- Conference: New England Conference
- Record: 9–7 (3–2 NEC)
- Head coach: Sumner A. Dole (4th season);
- Home arena: Hawley Armory

= 1926–27 Connecticut Aggies men's basketball team =

American college basketball season

The 1926–27 Connecticut Aggies men's basketball team represented Connecticut Agricultural College, now the University of Connecticut, in the 1926–27 collegiate men's basketball season. The Aggies completed the season with a 9–7 overall record. The Aggies were members of the New England Conference, where they ended the season with a 3–2 record.
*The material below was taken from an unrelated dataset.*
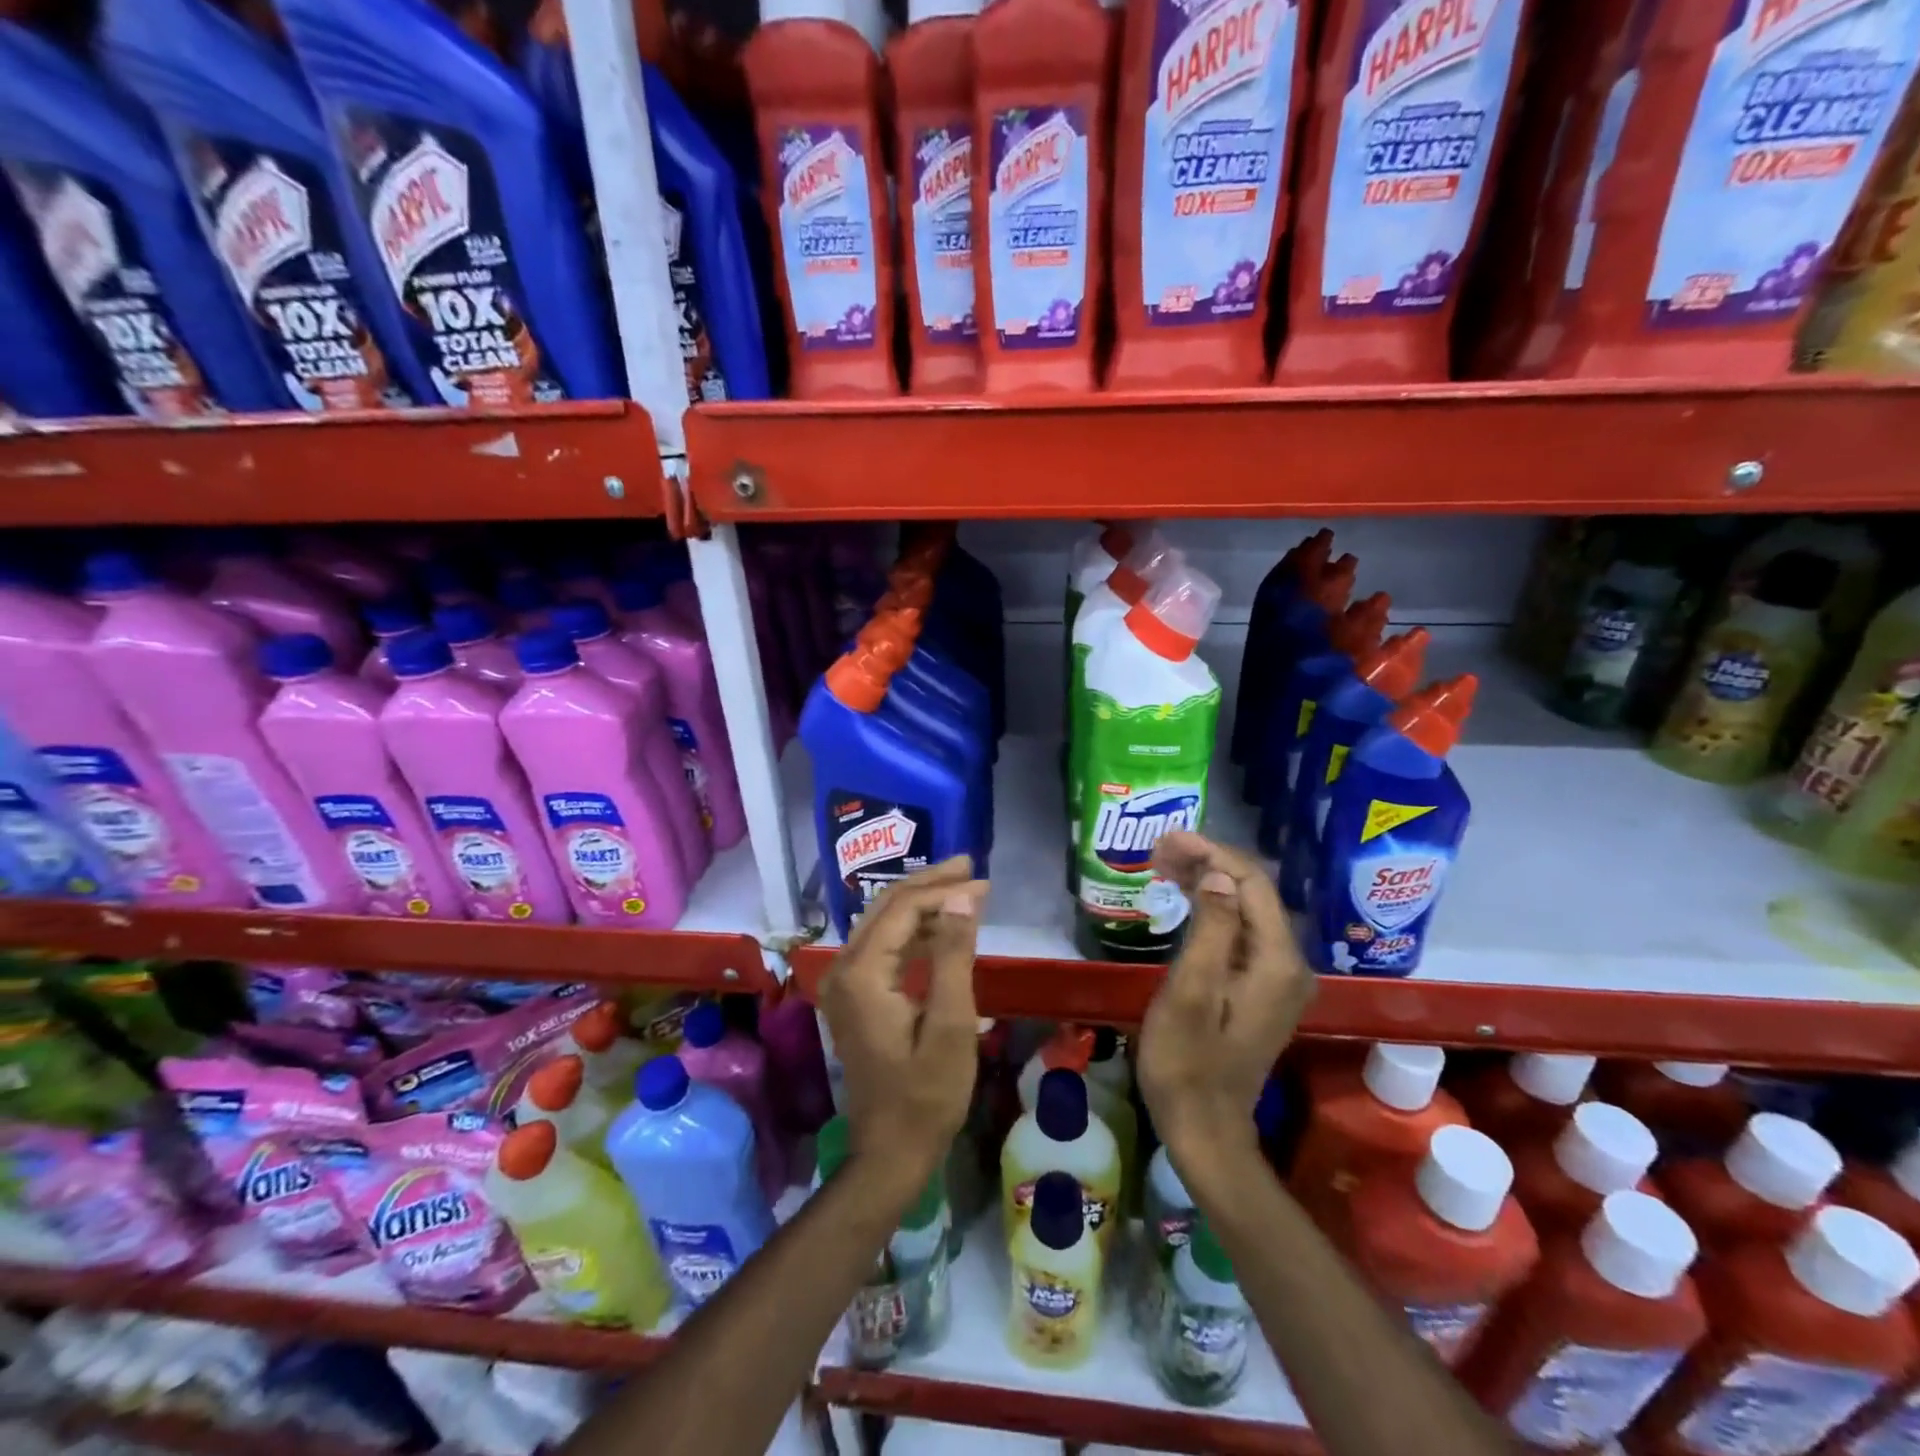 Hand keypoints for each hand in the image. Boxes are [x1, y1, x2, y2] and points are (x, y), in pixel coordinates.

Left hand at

The Aggies played their home games at Hawley Armory in Storrs, Connecticut, and were led by fourth-year head coach Sumner A. Dole.

==Schedule ==

| Date time, TV | Rank^{#} | Opponent^{#} | Result | Record | Site (attendance) city, state |
Regular Season
| * |  | Crescent A.C. | L 18–37 | 0–1 |  |
| * |  | Cooper Union | W 45–16 | 1–1 |  |
|  |  | Northeastern | W 45–39 | 2–1 (1–0) |  |
| * |  | Harvard | W 39–24 | 3–1 |  |
| * |  | Tufts | L 37–44 | 3–2 |  |
| * |  | Springfield | L 24–35 | 3–3 |  |
|  |  | New Hampshire | L 24–32 | 3–4 (1–1) |  |
| * |  | Norwich | W 35–23 | 4–4 |  |
| * |  | Vermont | L 16–31 | 4–5 |  |
| * |  | Trinity | W 31–15 | 5–5 |  |
| * |  | Holy Cross | L 19–30 | 5–6 |  |
| * |  | Wesleyan | W 41–26 | 6–6 |  |
|  |  | Rhode Island | L 33–37 | 6–7 (1–2) |  |
|  |  | Rhode Island | W 34–30 | 7–7 (2–2) |  |
|  |  | Maine | W 38–28 | 8–7 (3–2) |  |
| * |  | Coast Guard | W 36–32 | 9–7 |  |
*Non-conference game. ^{#}Rankings from AP Poll. (#) Tournament seedings in parentheses. All times are in Eastern Time.